Nova Holding Limited v Nakumatt Holdings Limited [2020] KEELC 3457 (KLR) | Stay Of Execution | Esheria

Nova Holding Limited v Nakumatt Holdings Limited [2020] KEELC 3457 (KLR)

Full Case Text

REPUBLIC OF KENYA

IN THE ENVIRONMENT AND LAND COURT

AT MOMBASA

ELC NO 439 OF 2017

NOVA HOLDING LIMITED....................................PLAINTIFF

-VS-

NAKUMATT HOLDINGS LIMITED..................DEFENDANT

RULING

1. By a Notice of Motion dated 20th September, 2019 brought under Sections 1A, 1B, 3A, 63(e), 75, 78 of the Civil Procedure Act, Sections 27 and 28 of the Limitation of Actions Act, Order 22 Rule 22, Order 40 Rules 1, 2 & 4, Order 42 Rule 6 and Order 51 Rule 1 of the Civil Procedure Rules and Articles 1, 2, 3, 10, 12, 19, 20, 21, 22, 23, 24, 25, 28, 39, 40, 47, 48, 50, 60, 64, 159. 162, 165, 169, 258 and 259 of the Constitution of Kenya, the Defendant/Applicant is seeking for orders.

1. That this matter be certified urgent and service thereof be dispensed with in the first instance.

2. That pending inter parties hearing of this application:

a. There be unconditional stay of execution of the ruling of the Honourable court delivered on 30/5/2018 as well as any/all process and orders consequential thereto.

b. An order of temporary injunction do issue restraining the plaintiff, whether by herself, her agents, servants, employees, assigns or anyone howsoever claiming through her from levying execution, attachment, sequestration and/or distress against any assets of the defendant and/or in any manner whatsoever, interfering with the defendant’s open, peaceful, quiet, lawful, continuous, exclusive and uninterrupted possession, occupation, enjoyment and/or derivative use of any of her assets.

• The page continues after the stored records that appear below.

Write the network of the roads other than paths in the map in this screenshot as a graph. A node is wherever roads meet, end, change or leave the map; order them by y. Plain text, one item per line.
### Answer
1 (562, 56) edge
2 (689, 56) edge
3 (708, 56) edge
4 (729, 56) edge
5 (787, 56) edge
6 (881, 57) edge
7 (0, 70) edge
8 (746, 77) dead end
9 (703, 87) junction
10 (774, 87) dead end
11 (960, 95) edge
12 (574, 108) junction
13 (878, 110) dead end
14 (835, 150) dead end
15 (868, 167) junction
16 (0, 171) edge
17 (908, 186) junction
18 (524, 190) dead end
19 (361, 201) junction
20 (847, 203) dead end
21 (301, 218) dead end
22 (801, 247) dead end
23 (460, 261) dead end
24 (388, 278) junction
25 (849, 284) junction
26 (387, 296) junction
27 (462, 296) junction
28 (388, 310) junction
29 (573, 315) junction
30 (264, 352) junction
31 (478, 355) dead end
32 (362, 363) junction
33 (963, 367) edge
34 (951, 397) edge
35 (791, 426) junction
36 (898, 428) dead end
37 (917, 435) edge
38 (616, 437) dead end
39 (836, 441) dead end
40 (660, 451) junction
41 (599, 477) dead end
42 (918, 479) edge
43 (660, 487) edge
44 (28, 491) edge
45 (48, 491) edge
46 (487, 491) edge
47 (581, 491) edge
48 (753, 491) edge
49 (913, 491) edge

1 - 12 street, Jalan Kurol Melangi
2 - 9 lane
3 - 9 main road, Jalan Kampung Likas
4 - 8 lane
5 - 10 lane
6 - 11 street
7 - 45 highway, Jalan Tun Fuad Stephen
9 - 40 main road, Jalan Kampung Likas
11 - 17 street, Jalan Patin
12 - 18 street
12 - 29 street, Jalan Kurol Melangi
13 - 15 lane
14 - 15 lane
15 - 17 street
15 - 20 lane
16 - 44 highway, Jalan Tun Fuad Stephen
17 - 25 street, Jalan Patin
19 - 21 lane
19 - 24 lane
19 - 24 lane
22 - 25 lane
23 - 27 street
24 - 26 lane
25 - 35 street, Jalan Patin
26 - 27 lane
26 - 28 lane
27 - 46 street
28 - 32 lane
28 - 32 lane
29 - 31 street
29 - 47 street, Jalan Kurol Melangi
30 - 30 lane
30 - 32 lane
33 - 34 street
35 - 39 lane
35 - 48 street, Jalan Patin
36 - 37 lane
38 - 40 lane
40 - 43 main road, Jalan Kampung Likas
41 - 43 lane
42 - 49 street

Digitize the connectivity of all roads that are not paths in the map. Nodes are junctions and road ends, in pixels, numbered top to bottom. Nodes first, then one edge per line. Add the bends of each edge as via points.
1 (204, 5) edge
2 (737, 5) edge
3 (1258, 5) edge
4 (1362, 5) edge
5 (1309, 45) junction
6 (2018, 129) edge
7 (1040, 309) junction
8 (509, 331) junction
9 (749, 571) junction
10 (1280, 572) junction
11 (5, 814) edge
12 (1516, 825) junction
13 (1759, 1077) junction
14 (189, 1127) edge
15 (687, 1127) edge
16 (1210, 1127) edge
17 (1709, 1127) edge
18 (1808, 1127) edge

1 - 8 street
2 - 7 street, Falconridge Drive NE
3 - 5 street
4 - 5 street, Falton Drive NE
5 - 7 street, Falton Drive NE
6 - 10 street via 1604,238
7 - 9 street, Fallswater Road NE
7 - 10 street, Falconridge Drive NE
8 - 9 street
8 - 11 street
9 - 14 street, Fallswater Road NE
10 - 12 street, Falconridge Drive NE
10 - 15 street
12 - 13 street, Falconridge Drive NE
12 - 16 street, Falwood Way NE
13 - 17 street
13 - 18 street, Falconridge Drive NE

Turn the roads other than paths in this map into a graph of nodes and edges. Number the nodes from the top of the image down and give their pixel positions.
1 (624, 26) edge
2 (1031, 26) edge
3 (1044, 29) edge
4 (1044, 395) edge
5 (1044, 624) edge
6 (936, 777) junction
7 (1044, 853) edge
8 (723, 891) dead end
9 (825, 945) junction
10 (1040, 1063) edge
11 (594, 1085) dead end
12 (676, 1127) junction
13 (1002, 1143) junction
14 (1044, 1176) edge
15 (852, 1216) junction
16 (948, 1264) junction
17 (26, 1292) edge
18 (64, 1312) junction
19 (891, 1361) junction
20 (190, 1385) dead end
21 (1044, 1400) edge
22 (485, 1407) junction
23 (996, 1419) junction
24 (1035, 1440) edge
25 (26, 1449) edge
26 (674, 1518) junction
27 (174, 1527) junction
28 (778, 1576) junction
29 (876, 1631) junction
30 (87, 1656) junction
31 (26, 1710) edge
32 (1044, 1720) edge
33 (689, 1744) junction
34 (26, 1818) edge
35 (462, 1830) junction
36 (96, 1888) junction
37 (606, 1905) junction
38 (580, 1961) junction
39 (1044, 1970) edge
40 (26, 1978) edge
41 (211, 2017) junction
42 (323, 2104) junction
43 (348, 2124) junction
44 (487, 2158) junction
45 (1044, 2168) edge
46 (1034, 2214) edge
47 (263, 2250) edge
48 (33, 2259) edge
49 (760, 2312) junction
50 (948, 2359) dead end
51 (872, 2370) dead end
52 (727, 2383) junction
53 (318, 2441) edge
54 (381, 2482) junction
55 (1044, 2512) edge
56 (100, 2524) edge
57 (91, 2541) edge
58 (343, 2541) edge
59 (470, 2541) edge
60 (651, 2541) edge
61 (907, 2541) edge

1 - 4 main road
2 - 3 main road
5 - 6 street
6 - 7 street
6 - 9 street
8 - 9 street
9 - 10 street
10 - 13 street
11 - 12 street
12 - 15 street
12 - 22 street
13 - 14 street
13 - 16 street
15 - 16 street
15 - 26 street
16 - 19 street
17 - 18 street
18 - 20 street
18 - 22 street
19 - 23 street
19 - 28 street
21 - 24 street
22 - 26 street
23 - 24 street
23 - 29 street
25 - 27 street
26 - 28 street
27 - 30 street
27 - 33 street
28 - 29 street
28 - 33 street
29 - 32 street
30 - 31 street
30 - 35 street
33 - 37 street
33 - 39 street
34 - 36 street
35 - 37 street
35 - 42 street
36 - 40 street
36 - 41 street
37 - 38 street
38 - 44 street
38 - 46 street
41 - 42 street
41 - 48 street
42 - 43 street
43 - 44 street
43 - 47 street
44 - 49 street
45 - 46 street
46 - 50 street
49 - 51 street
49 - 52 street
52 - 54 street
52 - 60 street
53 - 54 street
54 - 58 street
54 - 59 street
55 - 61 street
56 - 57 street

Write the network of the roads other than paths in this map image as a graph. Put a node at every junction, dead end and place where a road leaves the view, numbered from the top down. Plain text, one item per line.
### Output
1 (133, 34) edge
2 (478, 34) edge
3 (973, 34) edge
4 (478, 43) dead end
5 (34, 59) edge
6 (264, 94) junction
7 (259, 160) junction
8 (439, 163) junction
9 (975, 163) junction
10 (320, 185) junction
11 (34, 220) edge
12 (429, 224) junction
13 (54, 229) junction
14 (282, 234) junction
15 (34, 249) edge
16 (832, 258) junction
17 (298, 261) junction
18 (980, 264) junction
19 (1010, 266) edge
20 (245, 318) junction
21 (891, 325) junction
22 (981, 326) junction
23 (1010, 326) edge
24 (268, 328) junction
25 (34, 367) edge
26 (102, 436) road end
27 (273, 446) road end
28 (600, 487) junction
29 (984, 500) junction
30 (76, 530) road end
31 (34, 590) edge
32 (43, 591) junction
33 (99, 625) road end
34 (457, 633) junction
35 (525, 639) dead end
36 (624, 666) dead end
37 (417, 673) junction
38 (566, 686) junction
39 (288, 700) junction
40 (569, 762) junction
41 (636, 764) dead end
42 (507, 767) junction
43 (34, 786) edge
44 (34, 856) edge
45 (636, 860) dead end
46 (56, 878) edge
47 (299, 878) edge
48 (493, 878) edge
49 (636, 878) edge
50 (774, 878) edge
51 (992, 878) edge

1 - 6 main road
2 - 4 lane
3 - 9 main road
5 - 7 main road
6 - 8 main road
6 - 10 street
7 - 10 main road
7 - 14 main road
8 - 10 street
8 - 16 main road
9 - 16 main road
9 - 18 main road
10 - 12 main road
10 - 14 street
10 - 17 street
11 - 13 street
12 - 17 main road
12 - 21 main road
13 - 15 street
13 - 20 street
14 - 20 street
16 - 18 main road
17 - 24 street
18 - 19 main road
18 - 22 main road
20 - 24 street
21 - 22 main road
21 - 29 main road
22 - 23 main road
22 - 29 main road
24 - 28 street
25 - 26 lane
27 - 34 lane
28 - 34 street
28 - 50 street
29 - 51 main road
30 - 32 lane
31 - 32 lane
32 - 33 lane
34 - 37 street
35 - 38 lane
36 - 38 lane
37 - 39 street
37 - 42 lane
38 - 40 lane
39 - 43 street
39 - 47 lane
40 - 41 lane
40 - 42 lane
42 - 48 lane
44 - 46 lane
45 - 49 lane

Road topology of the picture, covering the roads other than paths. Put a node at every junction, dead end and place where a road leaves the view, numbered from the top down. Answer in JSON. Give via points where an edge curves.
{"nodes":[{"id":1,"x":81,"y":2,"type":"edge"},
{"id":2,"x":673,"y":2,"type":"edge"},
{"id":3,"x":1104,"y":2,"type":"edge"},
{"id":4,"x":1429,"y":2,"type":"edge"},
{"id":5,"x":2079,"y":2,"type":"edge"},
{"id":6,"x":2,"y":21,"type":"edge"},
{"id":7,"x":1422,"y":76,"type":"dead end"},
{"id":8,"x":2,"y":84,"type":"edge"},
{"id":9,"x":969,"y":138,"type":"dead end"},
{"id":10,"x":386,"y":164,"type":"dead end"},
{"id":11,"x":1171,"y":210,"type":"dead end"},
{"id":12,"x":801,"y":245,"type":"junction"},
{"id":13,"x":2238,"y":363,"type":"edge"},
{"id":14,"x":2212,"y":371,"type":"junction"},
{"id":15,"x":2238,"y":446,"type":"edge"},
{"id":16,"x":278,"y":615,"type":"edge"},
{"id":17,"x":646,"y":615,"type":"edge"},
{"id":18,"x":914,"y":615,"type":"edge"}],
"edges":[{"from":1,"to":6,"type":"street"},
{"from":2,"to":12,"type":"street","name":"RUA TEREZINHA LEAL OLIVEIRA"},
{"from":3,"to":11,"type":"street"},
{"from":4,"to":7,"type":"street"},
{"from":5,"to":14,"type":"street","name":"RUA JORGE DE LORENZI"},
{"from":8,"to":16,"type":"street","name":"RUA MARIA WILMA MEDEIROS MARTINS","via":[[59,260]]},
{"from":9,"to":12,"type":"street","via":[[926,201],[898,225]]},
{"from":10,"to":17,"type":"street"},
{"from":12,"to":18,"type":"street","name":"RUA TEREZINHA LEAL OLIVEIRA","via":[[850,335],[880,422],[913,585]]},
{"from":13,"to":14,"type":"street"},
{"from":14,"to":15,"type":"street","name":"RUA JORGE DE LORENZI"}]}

3. That the orders subject of prayer/item No.2 hereinabove do persist until the hearing and determination of this application.

4. That the Honourable Court to unconditionally raise the attachment levied on the defendant assets vide proclamation notices issued by M/s Legacy  Auctioneering Services dated 18/9/2019 and 19/09/2019, respectively.

5. That the Honourable Court be pleased to enlarge time for lodging Appeal against the ruling delivered by the Honourable Court on 30/5/2018.

6. That consequently, the Notice of Appeal lodged herewith be admitted as properly lodged upon payment of requisite charges.

7. That consequently, the orders subject of prayers/items Nos. 2 and 3 hereinabove do persist until the hearing and determination of the Appeal subject hereof.

8. That costs of this application be provided for.

2. The application is based on the grounds on the face of the notice of motion and is supported by the affidavit of Peter Obondo Kahi sworn on 19th September 2019.  It is deposed inter alia that the defendant whilst aggrieved by the ruling delivered on 30/5/18, opted to engage the plaintiff with a view to amicably resolving the matter herein, but the plaintiff intends to proceed with execution process thereby necessitating the defendant to lodge the instant proceedings. The defendant states that the inadvertent delay in lodging appeal has been occasioned by the attempts to resolve the impasse herein amicably.  That the attached assets are and remain the defendant’s stock-in-trade and subject of proceedings in Nairobi High Court Insolvency Cause No.10 of 2017. It is the defendant’s contention that it has a substantially credible appeal against the impugned decision which appeal ought to be ventilated prior to execution of the impugned decree. It is averred that the application has been lodged without any delay and that the defendant is prepared to abide by any conditions the court may impose.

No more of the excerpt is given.